Canada, the EU, the USA, South Korea, Japan, Australia, South Africa, India, and the UK reference 49 different minerals they consider critical ii. To focus our analysis, we will touch on five critical minerals that are central to the energy transition: copper, cobalt, lithium, nickel, and the rare earth elements (largely neodymium). These minerals are not only critical to the energy transition technologies that we’ve deployed to date: their markets will also be increasingly driven by energy transition dynamics as the share of each of their supply demanded by the energy transition is expected to expand aggressively by 2035 iii.
The demand growth is a direct result of the specific technologies being deployed and the critical minerals that underpin them. These technologies are typically more mineral intensive than existing hydrocarbon-based technologies (see graphic below iv). For example, copper represented about half of the mineral demand in solar deployments in 2022 (682 kt) and solar’s copper needs will triple by 2035 in the IEA’s Net Zero by 2050 base case. Another example – electric vehicle (EV) deployments in 2022 – required 373 kt of copper (~25% of total EV mineral demand), and 325 kt of nickel (~22% of total EV mineral demand).

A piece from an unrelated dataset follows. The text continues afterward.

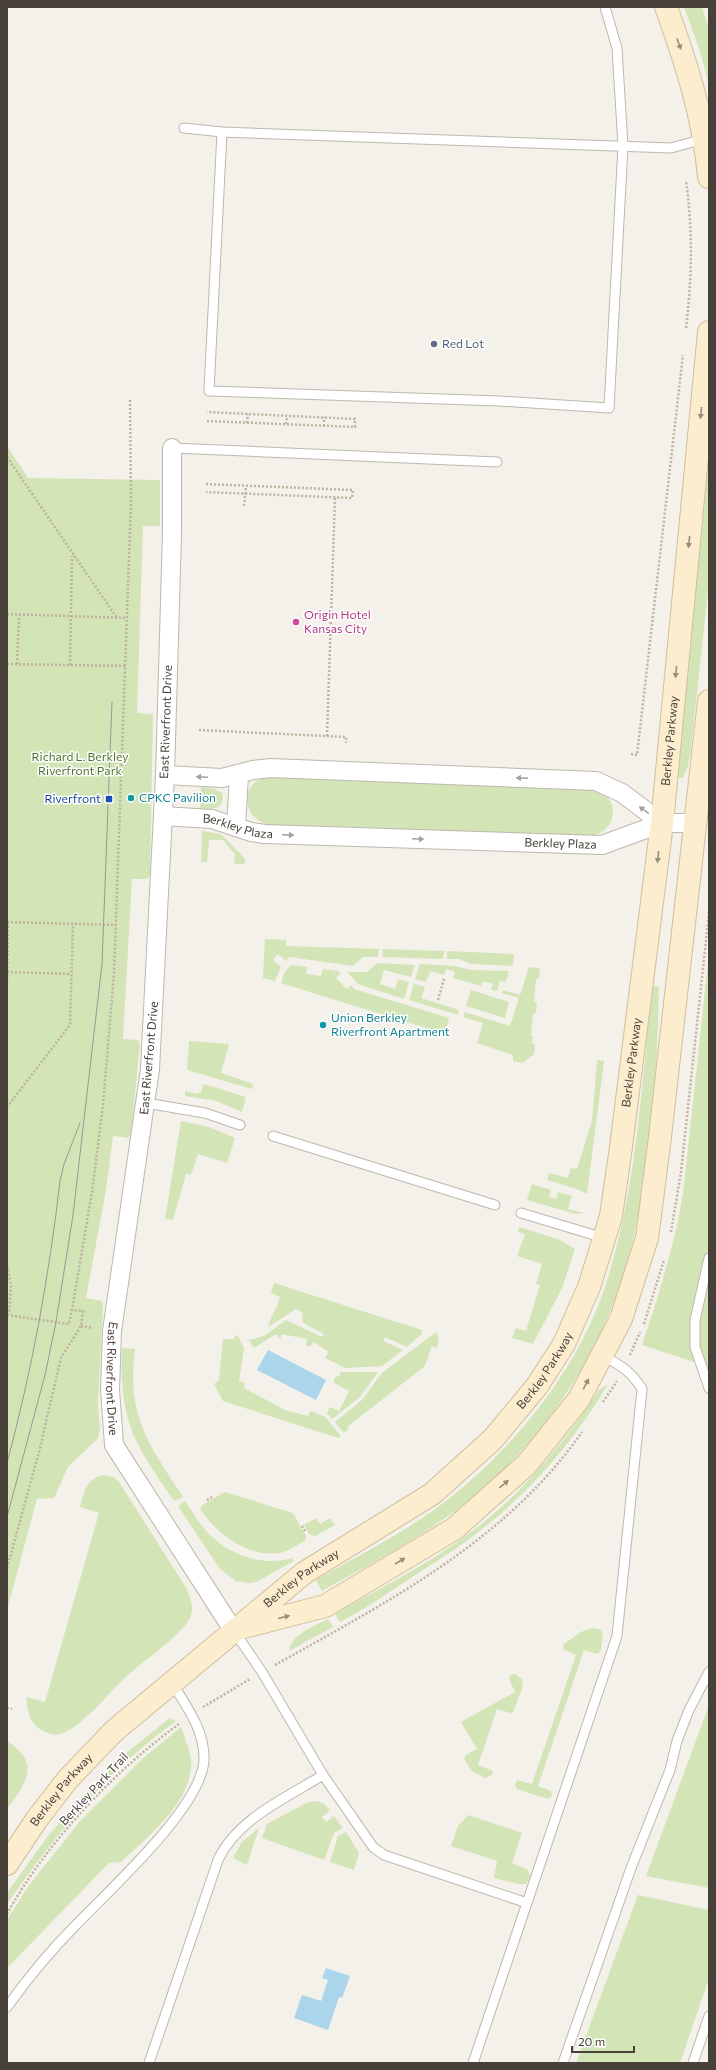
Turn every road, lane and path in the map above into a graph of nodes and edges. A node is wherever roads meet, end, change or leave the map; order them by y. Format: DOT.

Supporting projected EV growth in the same base case sees demand for these minerals growing by a factor of 10 by 2035. And while lithium, cobalt, and neodymium each represented less than 5% of EV mineral demand in 2022, they are key parts of the battery and motor, and the IEA sees EV demand growing by 14 times for lithium, 8 times for neodymium, and 3.5 times for cobalt by 2035 in their Net Zero by 2050 base case.iv Just keeping up with the pace of announced battery gigafactories in North America (over 1,000 GWh planned for this decade) will require a 10x increase in the regional supply of battery minerals, according to the American Department of Energy v.
From a more holistic view, based on 2022’s global production, we need to produce approximately 50% more copper, two and a half times the cobalt, nearly 9 times the lithium, two and a quarter times the nickel, and two and a quarter times the neodymium to be on track for a Net Zero by 2050 scenario – all by 2035 vi. In a more conservative scenario that tracks stated national decarbonization-related policies, we would still need to produce 24% more copper, 50% more cobalt, more than 3 times the lithium, over 40% more nickel, and over 50% more neodymium by 2035. This demand growth presents significant challenges to extraction, processing, and refining industries that face major capital, regulatory, and other barriers.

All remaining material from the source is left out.